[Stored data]
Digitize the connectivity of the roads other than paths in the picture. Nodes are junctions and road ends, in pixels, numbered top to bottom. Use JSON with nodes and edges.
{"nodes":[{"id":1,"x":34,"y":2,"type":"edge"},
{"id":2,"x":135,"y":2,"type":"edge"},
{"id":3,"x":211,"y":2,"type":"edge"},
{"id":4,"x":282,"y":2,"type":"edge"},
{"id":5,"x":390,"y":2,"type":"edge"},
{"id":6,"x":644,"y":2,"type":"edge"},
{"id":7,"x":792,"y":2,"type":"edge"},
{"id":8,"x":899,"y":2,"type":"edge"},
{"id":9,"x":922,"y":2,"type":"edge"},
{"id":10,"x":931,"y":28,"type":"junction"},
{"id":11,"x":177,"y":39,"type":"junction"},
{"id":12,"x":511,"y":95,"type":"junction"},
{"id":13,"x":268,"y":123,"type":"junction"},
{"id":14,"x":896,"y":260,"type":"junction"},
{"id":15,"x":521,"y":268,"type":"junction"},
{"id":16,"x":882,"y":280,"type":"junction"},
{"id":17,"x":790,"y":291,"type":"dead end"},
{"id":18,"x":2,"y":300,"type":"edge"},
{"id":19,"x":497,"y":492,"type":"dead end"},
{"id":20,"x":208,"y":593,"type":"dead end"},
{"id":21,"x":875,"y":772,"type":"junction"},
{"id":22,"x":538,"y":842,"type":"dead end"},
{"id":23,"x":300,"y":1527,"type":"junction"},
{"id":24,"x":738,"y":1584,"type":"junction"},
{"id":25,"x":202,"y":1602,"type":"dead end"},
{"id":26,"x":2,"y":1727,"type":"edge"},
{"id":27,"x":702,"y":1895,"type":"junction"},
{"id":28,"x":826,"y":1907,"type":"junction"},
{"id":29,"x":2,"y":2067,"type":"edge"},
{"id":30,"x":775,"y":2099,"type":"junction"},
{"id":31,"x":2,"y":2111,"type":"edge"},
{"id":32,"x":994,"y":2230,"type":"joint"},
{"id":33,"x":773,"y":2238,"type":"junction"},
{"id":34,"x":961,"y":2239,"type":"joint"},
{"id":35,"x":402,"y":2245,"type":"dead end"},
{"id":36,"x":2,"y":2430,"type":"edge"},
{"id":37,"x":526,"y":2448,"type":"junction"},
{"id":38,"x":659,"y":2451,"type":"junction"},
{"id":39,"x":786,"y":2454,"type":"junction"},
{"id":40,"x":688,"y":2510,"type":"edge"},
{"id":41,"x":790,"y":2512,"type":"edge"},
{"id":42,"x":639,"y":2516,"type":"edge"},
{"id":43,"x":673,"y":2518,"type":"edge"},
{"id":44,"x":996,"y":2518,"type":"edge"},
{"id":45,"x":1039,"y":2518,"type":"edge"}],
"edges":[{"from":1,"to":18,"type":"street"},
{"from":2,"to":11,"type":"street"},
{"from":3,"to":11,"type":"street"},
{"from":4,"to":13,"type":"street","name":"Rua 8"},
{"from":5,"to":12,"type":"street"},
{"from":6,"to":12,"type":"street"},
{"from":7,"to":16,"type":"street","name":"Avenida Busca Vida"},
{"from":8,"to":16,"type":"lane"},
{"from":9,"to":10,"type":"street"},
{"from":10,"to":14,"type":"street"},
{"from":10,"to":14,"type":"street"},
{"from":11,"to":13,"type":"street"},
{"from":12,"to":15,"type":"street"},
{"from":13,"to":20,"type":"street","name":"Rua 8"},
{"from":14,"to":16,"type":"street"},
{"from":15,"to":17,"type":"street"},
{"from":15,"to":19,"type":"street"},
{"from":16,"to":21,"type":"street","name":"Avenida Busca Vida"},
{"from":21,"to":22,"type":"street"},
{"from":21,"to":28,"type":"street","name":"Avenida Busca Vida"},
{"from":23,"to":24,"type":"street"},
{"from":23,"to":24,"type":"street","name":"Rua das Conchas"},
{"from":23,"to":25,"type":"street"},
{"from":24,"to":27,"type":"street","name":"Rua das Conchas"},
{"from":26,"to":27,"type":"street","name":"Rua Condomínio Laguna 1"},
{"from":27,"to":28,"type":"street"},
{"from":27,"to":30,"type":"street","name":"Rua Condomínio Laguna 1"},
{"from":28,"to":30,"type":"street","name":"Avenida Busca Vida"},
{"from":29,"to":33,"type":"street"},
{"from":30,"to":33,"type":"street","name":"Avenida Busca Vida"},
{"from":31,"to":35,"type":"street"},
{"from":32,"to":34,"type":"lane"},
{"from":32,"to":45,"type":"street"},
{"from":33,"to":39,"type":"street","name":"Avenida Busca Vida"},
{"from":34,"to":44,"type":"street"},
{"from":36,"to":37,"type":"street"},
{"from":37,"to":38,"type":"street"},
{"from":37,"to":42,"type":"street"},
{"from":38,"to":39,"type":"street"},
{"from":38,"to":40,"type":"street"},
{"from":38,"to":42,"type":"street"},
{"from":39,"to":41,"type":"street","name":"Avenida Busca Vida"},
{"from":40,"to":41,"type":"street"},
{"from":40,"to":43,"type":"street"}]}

▸ **PROBLEM STATEMENT**
All of the data above should be written out again word for word.

▸ **ANSWER BOX**
Digitize the connectivity of the roads other than paths in the picture. Nodes are junctions and road ends, in pixels, numbered top to bottom. Use JSON with nodes and edges.
{"nodes":[{"id":1,"x":34,"y":2,"type":"edge"},
{"id":2,"x":135,"y":2,"type":"edge"},
{"id":3,"x":211,"y":2,"type":"edge"},
{"id":4,"x":282,"y":2,"type":"edge"},
{"id":5,"x":390,"y":2,"type":"edge"},
{"id":6,"x":644,"y":2,"type":"edge"},
{"id":7,"x":792,"y":2,"type":"edge"},
{"id":8,"x":899,"y":2,"type":"edge"},
{"id":9,"x":922,"y":2,"type":"edge"},
{"id":10,"x":931,"y":28,"type":"junction"},
{"id":11,"x":177,"y":39,"type":"junction"},
{"id":12,"x":511,"y":95,"type":"junction"},
{"id":13,"x":268,"y":123,"type":"junction"},
{"id":14,"x":896,"y":260,"type":"junction"},
{"id":15,"x":521,"y":268,"type":"junction"},
{"id":16,"x":882,"y":280,"type":"junction"},
{"id":17,"x":790,"y":291,"type":"dead end"},
{"id":18,"x":2,"y":300,"type":"edge"},
{"id":19,"x":497,"y":492,"type":"dead end"},
{"id":20,"x":208,"y":593,"type":"dead end"},
{"id":21,"x":875,"y":772,"type":"junction"},
{"id":22,"x":538,"y":842,"type":"dead end"},
{"id":23,"x":300,"y":1527,"type":"junction"},
{"id":24,"x":738,"y":1584,"type":"junction"},
{"id":25,"x":202,"y":1602,"type":"dead end"},
{"id":26,"x":2,"y":1727,"type":"edge"},
{"id":27,"x":702,"y":1895,"type":"junction"},
{"id":28,"x":826,"y":1907,"type":"junction"},
{"id":29,"x":2,"y":2067,"type":"edge"},
{"id":30,"x":775,"y":2099,"type":"junction"},
{"id":31,"x":2,"y":2111,"type":"edge"},
{"id":32,"x":994,"y":2230,"type":"joint"},
{"id":33,"x":773,"y":2238,"type":"junction"},
{"id":34,"x":961,"y":2239,"type":"joint"},
{"id":35,"x":402,"y":2245,"type":"dead end"},
{"id":36,"x":2,"y":2430,"type":"edge"},
{"id":37,"x":526,"y":2448,"type":"junction"},
{"id":38,"x":659,"y":2451,"type":"junction"},
{"id":39,"x":786,"y":2454,"type":"junction"},
{"id":40,"x":688,"y":2510,"type":"edge"},
{"id":41,"x":790,"y":2512,"type":"edge"},
{"id":42,"x":639,"y":2516,"type":"edge"},
{"id":43,"x":673,"y":2518,"type":"edge"},
{"id":44,"x":996,"y":2518,"type":"edge"},
{"id":45,"x":1039,"y":2518,"type":"edge"}],
"edges":[{"from":1,"to":18,"type":"street"},
{"from":2,"to":11,"type":"street"},
{"from":3,"to":11,"type":"street"},
{"from":4,"to":13,"type":"street","name":"Rua 8"},
{"from":5,"to":12,"type":"street"},
{"from":6,"to":12,"type":"street"},
{"from":7,"to":16,"type":"street","name":"Avenida Busca Vida"},
{"from":8,"to":16,"type":"lane"},
{"from":9,"to":10,"type":"street"},
{"from":10,"to":14,"type":"street"},
{"from":10,"to":14,"type":"street"},
{"from":11,"to":13,"type":"street"},
{"from":12,"to":15,"type":"street"},
{"from":13,"to":20,"type":"street","name":"Rua 8"},
{"from":14,"to":16,"type":"street"},
{"from":15,"to":17,"type":"street"},
{"from":15,"to":19,"type":"street"},
{"from":16,"to":21,"type":"street","name":"Avenida Busca Vida"},
{"from":21,"to":22,"type":"street"},
{"from":21,"to":28,"type":"street","name":"Avenida Busca Vida"},
{"from":23,"to":24,"type":"street"},
{"from":23,"to":24,"type":"street","name":"Rua das Conchas"},
{"from":23,"to":25,"type":"street"},
{"from":24,"to":27,"type":"street","name":"Rua das Conchas"},
{"from":26,"to":27,"type":"street","name":"Rua Condomínio Laguna 1"},
{"from":27,"to":28,"type":"street"},
{"from":27,"to":30,"type":"street","name":"Rua Condomínio Laguna 1"},
{"from":28,"to":30,"type":"street","name":"Avenida Busca Vida"},
{"from":29,"to":33,"type":"street"},
{"from":30,"to":33,"type":"street","name":"Avenida Busca Vida"},
{"from":31,"to":35,"type":"street"},
{"from":32,"to":34,"type":"lane"},
{"from":32,"to":45,"type":"street"},
{"from":33,"to":39,"type":"street","name":"Avenida Busca Vida"},
{"from":34,"to":44,"type":"street"},
{"from":36,"to":37,"type":"street"},
{"from":37,"to":38,"type":"street"},
{"from":37,"to":42,"type":"street"},
{"from":38,"to":39,"type":"street"},
{"from":38,"to":40,"type":"street"},
{"from":38,"to":42,"type":"street"},
{"from":39,"to":41,"type":"street","name":"Avenida Busca Vida"},
{"from":40,"to":41,"type":"street"},
{"from":40,"to":43,"type":"street"}]}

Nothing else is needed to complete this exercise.